In short: Siccin 2 (2015)

aka Sijjin 2

Hicran’s (Seyda Terzioglu) happy family life with her husband Adnan (Bulut Akkale) and their little son turns into pure horror when the child is squashed by a cupboard that could not and should not have fallen.

Because grief isn’t bad enough, Adnan turns into an abusive monster who very loudly puts the fault for the kid’s death squarely on Hicran’s shoulders. Then there are the visions of nasty and angry looking women, the nightmares – waking and sleeping – and various occurrences you could only explain with some supernatural force wanting our heroine ill.

A visit to a hodja (think a mix of priest, theological scholar and exorcist for the practical purposes of the film) suggests that Hircan is cursed by a particularly terrible curse only a female relative can lay on the victim, so she begins looking into her own family history. The things she’ll eventually learn are pretty horrible, even by horror movie family secret standards.

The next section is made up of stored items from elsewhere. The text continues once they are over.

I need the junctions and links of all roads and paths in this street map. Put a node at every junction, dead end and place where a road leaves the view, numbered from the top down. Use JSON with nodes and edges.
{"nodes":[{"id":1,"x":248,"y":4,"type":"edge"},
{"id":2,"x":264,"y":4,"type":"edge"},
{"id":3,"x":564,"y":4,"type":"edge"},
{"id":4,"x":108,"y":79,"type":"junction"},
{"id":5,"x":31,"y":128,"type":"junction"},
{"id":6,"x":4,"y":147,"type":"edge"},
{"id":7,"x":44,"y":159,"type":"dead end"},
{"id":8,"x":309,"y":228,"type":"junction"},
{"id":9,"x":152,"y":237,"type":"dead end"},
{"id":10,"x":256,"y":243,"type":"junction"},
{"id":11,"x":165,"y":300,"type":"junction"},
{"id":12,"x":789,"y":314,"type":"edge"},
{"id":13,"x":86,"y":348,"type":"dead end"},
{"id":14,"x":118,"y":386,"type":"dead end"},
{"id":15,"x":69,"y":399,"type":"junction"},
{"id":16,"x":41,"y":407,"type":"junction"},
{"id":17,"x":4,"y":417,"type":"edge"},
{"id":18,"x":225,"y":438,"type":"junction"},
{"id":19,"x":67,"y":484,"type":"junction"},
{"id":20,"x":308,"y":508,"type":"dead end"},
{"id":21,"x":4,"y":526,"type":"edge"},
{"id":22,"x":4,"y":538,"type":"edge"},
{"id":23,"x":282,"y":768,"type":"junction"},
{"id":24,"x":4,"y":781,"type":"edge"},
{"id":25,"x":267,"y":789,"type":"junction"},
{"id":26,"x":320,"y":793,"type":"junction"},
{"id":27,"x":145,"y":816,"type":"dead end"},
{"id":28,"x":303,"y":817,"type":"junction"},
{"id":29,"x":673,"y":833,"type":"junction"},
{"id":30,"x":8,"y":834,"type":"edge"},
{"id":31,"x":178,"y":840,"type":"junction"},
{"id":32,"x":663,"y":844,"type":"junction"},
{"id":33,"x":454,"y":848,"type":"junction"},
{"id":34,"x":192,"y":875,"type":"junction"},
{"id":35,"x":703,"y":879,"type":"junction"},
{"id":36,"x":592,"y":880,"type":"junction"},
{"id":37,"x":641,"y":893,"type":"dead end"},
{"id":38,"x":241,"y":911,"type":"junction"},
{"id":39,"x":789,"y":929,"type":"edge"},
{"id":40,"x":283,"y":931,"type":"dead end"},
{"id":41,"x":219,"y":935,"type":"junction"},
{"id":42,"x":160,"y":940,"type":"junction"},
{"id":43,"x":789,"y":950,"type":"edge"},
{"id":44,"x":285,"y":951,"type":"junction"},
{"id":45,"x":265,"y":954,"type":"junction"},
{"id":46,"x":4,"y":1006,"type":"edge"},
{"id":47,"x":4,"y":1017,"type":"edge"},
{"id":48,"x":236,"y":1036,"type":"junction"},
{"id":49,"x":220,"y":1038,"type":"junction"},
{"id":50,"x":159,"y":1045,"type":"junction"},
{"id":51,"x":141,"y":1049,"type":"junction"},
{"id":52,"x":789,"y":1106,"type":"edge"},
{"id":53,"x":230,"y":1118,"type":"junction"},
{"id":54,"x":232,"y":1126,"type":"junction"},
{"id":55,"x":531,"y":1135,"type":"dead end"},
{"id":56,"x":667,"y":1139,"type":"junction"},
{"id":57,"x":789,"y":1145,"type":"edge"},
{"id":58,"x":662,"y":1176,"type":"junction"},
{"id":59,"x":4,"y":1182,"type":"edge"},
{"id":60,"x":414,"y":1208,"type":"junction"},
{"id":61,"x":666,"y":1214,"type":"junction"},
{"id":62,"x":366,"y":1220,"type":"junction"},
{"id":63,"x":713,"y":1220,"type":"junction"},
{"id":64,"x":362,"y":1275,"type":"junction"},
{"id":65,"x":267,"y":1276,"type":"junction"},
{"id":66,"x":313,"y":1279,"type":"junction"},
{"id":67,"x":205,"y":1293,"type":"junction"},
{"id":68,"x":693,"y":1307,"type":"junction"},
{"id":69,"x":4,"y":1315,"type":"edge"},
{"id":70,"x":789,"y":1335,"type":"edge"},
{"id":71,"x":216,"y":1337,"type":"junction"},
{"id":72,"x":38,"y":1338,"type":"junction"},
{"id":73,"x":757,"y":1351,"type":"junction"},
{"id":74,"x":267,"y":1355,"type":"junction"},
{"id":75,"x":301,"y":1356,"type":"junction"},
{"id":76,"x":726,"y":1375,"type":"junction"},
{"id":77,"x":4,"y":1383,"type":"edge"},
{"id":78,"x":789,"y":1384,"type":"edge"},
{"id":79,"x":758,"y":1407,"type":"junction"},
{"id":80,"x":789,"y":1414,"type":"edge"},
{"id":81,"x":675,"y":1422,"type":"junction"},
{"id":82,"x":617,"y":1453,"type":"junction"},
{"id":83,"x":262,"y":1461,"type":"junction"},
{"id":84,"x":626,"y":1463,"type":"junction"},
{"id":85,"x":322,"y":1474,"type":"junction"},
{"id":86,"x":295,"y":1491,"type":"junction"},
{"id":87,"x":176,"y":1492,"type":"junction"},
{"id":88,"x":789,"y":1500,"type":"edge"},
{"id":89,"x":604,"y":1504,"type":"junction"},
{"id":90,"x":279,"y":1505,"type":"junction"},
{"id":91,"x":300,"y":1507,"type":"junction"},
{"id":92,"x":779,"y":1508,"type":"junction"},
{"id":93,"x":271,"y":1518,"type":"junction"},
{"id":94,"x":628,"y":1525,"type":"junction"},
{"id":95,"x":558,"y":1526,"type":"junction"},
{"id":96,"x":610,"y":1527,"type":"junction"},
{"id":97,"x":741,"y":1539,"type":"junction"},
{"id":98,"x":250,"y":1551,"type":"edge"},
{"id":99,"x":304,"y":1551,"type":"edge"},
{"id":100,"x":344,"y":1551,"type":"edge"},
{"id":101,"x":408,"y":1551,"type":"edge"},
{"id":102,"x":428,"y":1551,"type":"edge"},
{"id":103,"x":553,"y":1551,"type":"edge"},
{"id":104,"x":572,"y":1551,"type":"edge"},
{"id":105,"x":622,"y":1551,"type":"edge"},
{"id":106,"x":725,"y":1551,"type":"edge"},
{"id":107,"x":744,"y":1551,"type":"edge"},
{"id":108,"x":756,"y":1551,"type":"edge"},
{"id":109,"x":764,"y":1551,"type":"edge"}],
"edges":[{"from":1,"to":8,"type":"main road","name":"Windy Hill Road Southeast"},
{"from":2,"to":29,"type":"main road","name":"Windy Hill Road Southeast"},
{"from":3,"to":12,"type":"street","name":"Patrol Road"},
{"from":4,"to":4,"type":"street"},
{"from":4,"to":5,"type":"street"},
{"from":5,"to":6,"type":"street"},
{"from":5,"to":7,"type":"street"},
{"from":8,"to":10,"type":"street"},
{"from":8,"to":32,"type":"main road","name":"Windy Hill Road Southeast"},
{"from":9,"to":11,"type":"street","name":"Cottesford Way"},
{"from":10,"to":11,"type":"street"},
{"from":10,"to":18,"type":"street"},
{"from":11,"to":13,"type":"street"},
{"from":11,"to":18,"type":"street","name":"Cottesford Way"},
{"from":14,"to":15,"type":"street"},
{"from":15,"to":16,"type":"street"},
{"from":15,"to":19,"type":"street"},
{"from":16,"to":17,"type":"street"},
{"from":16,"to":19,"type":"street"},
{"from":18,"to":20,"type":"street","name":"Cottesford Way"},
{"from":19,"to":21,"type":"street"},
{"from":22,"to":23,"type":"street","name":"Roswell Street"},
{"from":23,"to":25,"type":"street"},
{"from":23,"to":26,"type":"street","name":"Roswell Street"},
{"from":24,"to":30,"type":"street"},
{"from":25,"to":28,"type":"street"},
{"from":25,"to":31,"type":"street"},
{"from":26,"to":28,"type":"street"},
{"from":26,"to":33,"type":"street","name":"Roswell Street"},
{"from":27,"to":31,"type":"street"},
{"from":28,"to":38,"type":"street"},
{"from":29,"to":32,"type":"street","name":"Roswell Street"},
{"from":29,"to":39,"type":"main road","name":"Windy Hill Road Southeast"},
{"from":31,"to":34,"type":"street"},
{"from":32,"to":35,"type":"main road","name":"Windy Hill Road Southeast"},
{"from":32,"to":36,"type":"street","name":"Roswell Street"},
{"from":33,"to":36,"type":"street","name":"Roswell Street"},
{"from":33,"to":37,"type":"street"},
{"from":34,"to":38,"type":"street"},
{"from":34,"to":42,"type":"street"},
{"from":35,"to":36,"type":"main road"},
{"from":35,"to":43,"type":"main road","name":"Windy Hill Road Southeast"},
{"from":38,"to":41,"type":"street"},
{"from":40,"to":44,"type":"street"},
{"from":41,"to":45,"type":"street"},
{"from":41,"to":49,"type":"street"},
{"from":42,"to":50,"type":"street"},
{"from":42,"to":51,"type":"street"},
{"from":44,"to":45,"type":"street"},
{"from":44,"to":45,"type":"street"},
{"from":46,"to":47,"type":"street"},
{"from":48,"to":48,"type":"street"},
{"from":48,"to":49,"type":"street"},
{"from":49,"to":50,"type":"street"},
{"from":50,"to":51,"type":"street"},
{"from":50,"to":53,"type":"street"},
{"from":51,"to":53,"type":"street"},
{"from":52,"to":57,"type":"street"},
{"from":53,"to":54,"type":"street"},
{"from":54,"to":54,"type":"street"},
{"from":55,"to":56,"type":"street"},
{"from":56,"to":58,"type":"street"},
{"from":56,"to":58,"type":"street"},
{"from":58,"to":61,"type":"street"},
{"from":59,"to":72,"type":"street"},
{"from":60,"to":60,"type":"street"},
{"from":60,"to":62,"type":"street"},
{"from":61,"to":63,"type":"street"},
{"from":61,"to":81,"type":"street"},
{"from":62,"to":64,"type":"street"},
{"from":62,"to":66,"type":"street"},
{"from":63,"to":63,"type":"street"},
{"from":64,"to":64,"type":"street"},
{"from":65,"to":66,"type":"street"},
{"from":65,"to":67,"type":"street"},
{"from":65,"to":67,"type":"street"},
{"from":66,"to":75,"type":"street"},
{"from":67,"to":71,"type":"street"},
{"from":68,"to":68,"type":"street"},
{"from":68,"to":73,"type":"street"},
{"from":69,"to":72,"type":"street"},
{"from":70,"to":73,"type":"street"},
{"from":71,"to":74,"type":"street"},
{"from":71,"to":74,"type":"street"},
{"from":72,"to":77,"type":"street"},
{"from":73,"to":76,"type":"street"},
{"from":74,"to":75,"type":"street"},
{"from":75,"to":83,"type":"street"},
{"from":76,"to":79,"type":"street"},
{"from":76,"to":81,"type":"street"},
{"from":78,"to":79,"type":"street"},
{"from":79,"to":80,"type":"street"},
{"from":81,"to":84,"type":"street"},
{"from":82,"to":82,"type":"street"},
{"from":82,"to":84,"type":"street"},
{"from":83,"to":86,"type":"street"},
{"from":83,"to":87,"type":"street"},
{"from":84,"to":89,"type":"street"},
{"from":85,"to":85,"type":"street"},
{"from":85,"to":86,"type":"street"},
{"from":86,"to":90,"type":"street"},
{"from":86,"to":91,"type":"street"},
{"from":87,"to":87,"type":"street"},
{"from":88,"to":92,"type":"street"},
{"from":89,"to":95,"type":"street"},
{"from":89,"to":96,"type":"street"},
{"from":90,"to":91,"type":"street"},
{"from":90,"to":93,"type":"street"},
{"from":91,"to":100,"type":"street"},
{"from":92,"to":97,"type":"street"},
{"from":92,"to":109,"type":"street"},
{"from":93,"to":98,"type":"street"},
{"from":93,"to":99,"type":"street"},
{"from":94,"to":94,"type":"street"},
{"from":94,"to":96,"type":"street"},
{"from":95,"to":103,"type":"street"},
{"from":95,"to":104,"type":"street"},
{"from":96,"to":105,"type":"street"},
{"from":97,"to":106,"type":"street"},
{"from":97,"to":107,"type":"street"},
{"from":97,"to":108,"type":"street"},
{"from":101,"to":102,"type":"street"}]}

This second in Alper Mestçi’s only thematically connected series of Turkish witchcraft/possession horror movies often runs sideways to the sensibilities of comparable movies from the US or the UK, mixing the culturally conservative and the exploitative in ways I’m by now starting to see as very specific to Turkish cinema of the 2010s. There’s always more than a whiff of paternalism and misogyny around, but this is countered by how ineffective and often absent the film’s paternalistic protector figure tends to be. The hodja just loves to give advice but never does anything practical on camera, and is absolutely useless as help against the supernatural. In this context it is also interesting to observe how much of this plays like a classic melodrama, a traditionally female-centric genre, just a melodrama where the usual reasons for turned to eleven dramatics – and boy do the film and Terzioglu love those - have been replaced by curses, witches, and so on. Which does situate Siccin 2 nicely in that very traditional exploitation cinema position where a film perpetuates but also potentially subverts conservative cultural ideas at the same time.

On the more generically horror side of the equation, Mestçi loves to edit in quick, short, shocking moments of creepy, distorted looking faces and practical gore effects in ways that not always make it clear if this is happening inside of the characters’ minds, in the reality of the film, or only for the audience. This, particularly when combined with its high tension melodrama, and the film’s general eye for creepy shots of bleak countryside and city streets, gives Siccin 2 a rather nightmarish mood, or perhaps the feeling of reality getting out of whack through the influence of the malignant forces the curse has conjured up.